Elle peut le faire, de façon indirecte, parce qu’elle a découvert qu’en agissant sur les rêves des autres, elle peut interférer sur leur comportement le lendemain et les jours suivants.


Car Emma a appris que les rêves, si charmants, parfois si angoissants, étaient façonnés par une curieuse espèce dévouée à leur réalisation, chacun d’entre eux étant comme une scène de théâtre, avec son décor, ses acteurs et son script.


L’idée est belle, elle est traitée avec ingéniosité, l’espace des rêves comme une construction de fiction, comme si toute une équipe était au service de nos nuits. Notre imaginaire travaille, d’autres lui donnent forme.


Ce monde des rêves dans Dreams est ainsi représenté par des plateaux de théâtre, reliés entre eux par des rails, suspendus dans un vide étrange. Chaque personne a le sien, avec son responsable dédié. Celui d’Emma va se laisser emporter par ses idées de plus en plus folles. Elle pervertit le juste équilibre, en faisant des rêves un outil pour agir sur les autres.


Bien sur, elle n’a pas un mauvais fond et sa belle-sœur ne lui facilite guère la tâche. Mais ce que dit le film concerne bien sur le sort des familles recomposées, et la tâche est ardue pour chacun de trouver un nouvel équilibre, où chacun peut avoir sa place. Il faut écouter et comprendre les autres, faire un pas vers les autres personnes.


Certes, Dreams reste assez consensuel, les bons sentiments gagnent toujours. Mais ce que le film implique pour construire une nouvelle famille, différente, et possiblement enrichissante pour tous, est assez bien vu. Emma et sa belle-sœur apprendront le message, elles évolueront au fil de leurs erreurs, mais aussi en se confiant à l’autre. La déclaration de guerre sera un peu trop facilement enterrée, mais c’est aussi parce que le film se veut optimiste, réconfortant, quitte à être parfois naïf. Il n’y a pas de véritable noirceur, juste des intentions maladroites, le monde des rêves est plus merveilleux qu’angoissant, les cauchemars étant quasiment absents.

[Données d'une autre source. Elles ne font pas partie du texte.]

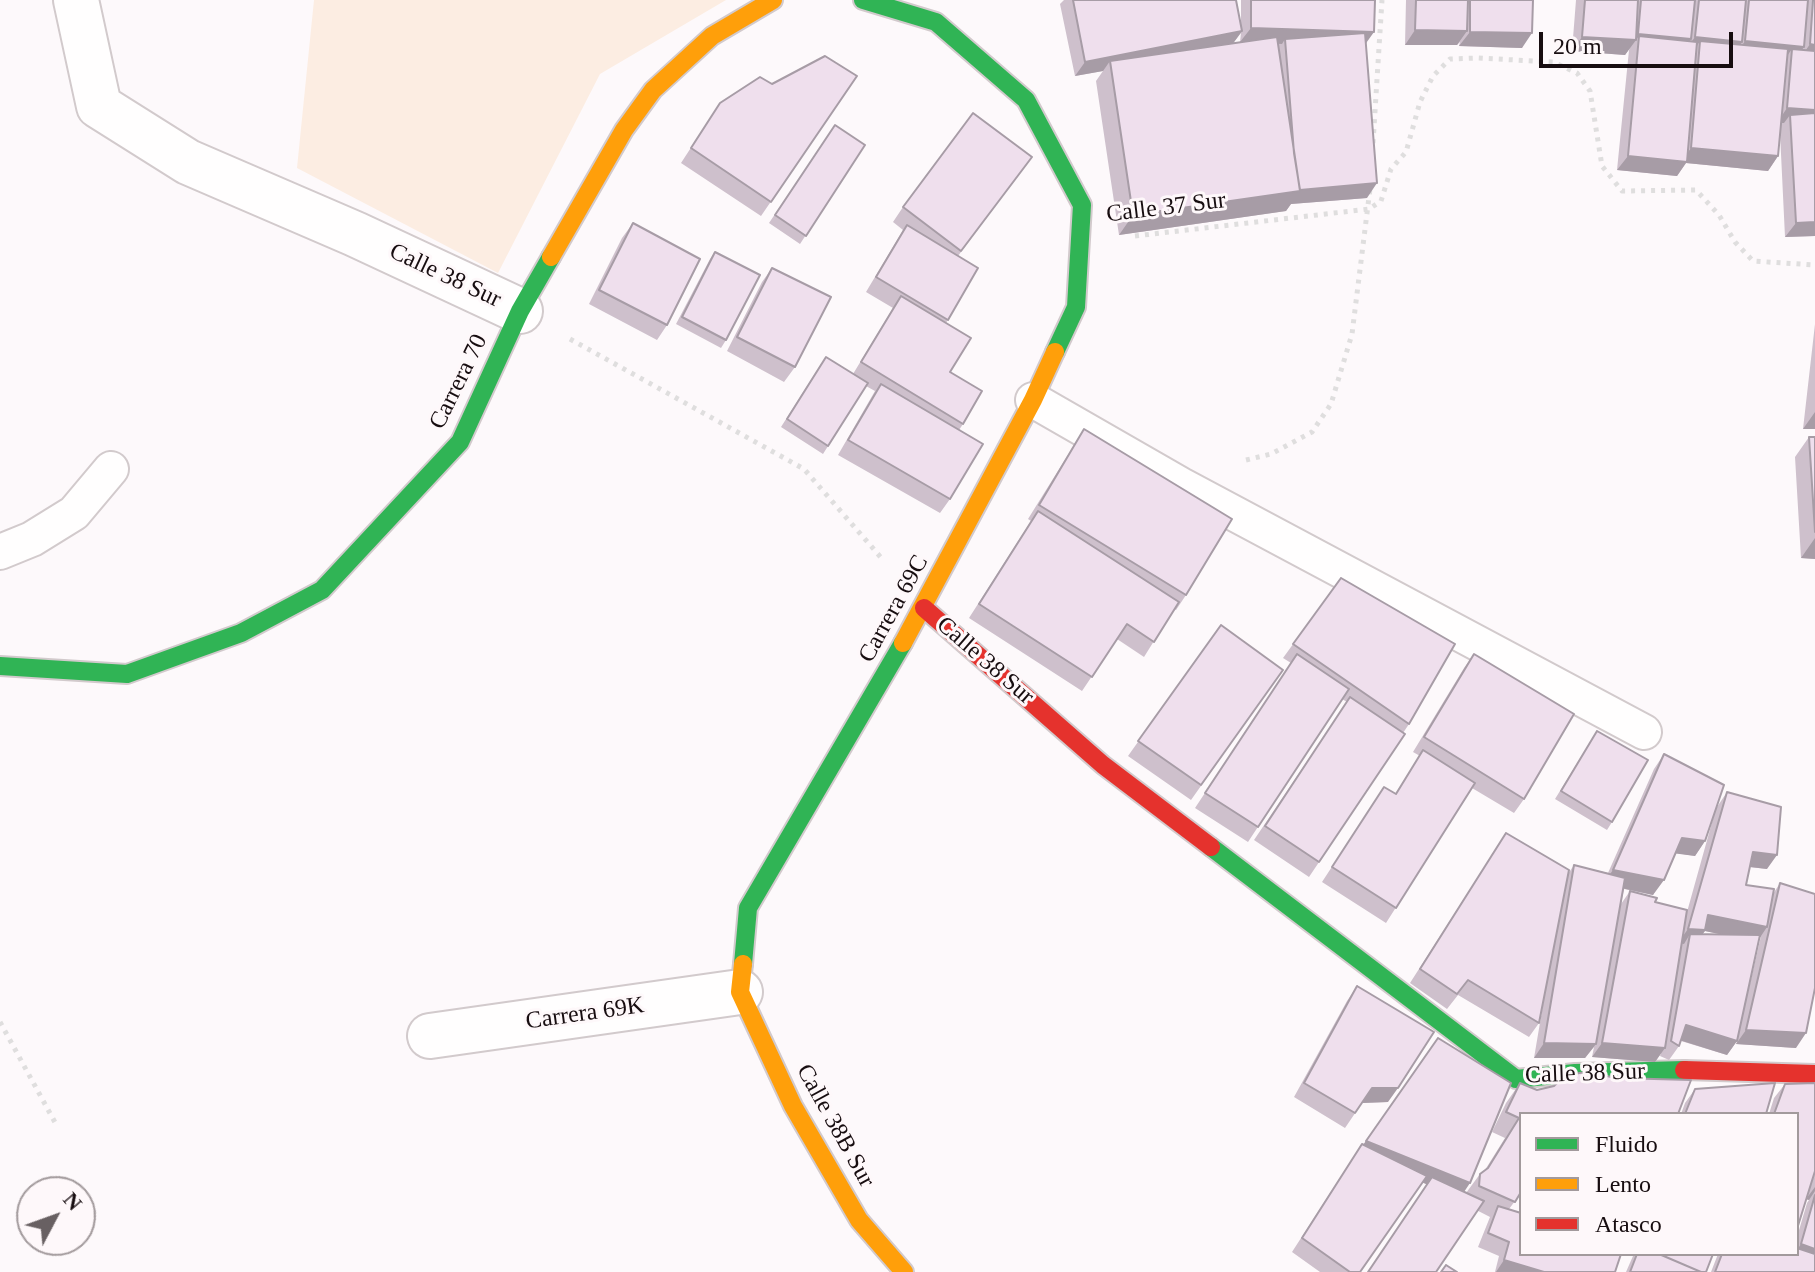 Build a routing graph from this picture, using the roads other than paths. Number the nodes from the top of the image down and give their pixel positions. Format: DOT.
graph roads {
  1 [pos="76,0"];
  2 [pos="773,0"];
  3 [pos="863,0"];
  4 [pos="1079,243"];
  5 [pos="520,311"];
  6 [pos="1033,400"];
  7 [pos="111,469"];
  8 [pos="0,552"];
  9 [pos="924,608"];
  10 [pos="0,666"];
  11 [pos="1644,732"];
  12 [pos="740,992"];
  13 [pos="430,1036"];
  14 [pos="1815,1074"];
  15 [pos="904,1272"];
  1 -- 5 [label="street, Calle 38 Sur"];
  2 -- 5 [label="main road, Carrera 70"];
  3 -- 4 [label="main road, Calle 37 Sur"];
  4 -- 6 [label="main road, Carrera 69C"];
  5 -- 10 [label="main road, Carrera 70"];
  6 -- 9 [label="main road, Carrera 69C"];
  6 -- 11 [label="lane"];
  7 -- 8 [label="lane"];
  9 -- 12 [label="main road, Carrera 69C"];
  9 -- 14 [label="main road, Calle 38 Sur"];
  12 -- 13 [label="street, Carrera 69K"];
  12 -- 15 [label="main road, Calle 38B Sur"];
}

Les personnages adultes, le père et la belle-mère, ne semblent cependant pas assez développés, toujours dans l’ombre des actions et des réactions de leur progéniture respective. Eux n’évolueront pas, figés dans leurs traits de caractère initiaux. Une plus grande exposition ou une participation plus active dans les relations entre les deux jeunes filles aurait été appréciable, mais il est vrai que le métrage est assez court, ses 1h21 générique compris étant vite déroulées.


Certes, l’ambition ne peut pas être la même qu’un Pixar, même si l’inspiration en vient. L’animation n’a pas la même fluidité. Dreams, comme tant d’autres productions animées, sacrifie parfois à des représentations assez classiques, des personnages qui ressemblent à d’autres (la belle-mère, sa fille), une esthétique ronde, colorée et propre sur elle-même.


Pour autant, Dreams arrive à imposer tout de même un personnage central charmant, aux réactions humaines, aux émotions bien retranscrites. Emma est une chouette petite fille, en décalage avec certaines attentes modernes, qui ne recherche que l’amour de son père, tout simplement.


On peut même ajouter que son monde des rêves fait, à juste titre, rêver, ses différents plateaux, parfois à peine entrevus sont évocateurs de belles aventures. Cet univers suspendu est le monde des possibles, mais son plancher des vaches, dans un autre registre, est aussi une belle découverte. Cet univers hors de la réalité que nous propose Dreams est d’ailleurs un des points majeurs du plaisir ressenti devant le film, ses scènes dans le monde réel des personnages étant parfois un peu trop simplistes.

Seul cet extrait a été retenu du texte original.